Entries supplied =>
########

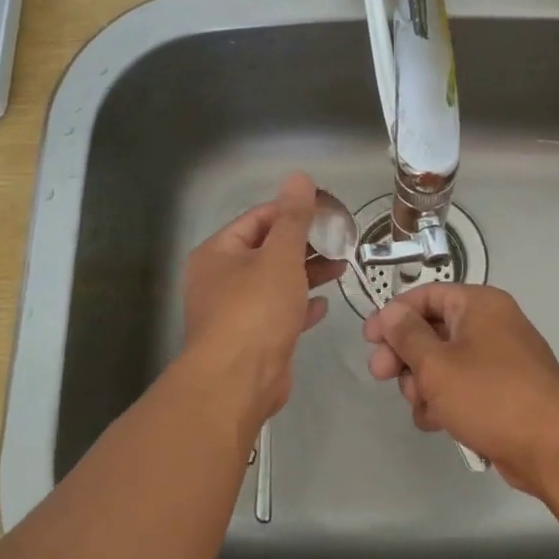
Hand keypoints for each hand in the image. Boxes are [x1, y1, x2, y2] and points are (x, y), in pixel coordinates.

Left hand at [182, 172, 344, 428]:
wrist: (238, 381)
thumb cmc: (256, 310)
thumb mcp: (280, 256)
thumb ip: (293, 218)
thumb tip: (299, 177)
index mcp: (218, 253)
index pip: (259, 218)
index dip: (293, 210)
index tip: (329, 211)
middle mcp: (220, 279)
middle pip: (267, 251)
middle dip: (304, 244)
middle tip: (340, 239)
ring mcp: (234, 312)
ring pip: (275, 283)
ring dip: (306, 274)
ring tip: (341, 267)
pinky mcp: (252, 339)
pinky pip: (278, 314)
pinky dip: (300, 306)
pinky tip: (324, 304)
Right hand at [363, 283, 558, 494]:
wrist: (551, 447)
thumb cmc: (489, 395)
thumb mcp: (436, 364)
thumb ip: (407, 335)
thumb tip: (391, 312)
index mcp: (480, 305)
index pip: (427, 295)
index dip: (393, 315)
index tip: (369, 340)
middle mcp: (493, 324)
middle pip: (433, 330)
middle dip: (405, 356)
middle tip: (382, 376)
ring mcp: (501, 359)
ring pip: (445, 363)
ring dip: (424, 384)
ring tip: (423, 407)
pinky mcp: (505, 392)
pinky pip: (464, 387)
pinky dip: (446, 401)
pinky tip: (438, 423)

########

Work required =>
Where a line in the records above includes the string "thumb", show it.

Solution =>
thumb cmc: (256, 310)
thumb mcp: (280, 256)
thumb ip: (293, 218)
thumb tip: (299, 177)
thumb cmc: (489, 395)
thumb mcp: (436, 364)
thumb ip: (407, 335)
thumb tip: (391, 312)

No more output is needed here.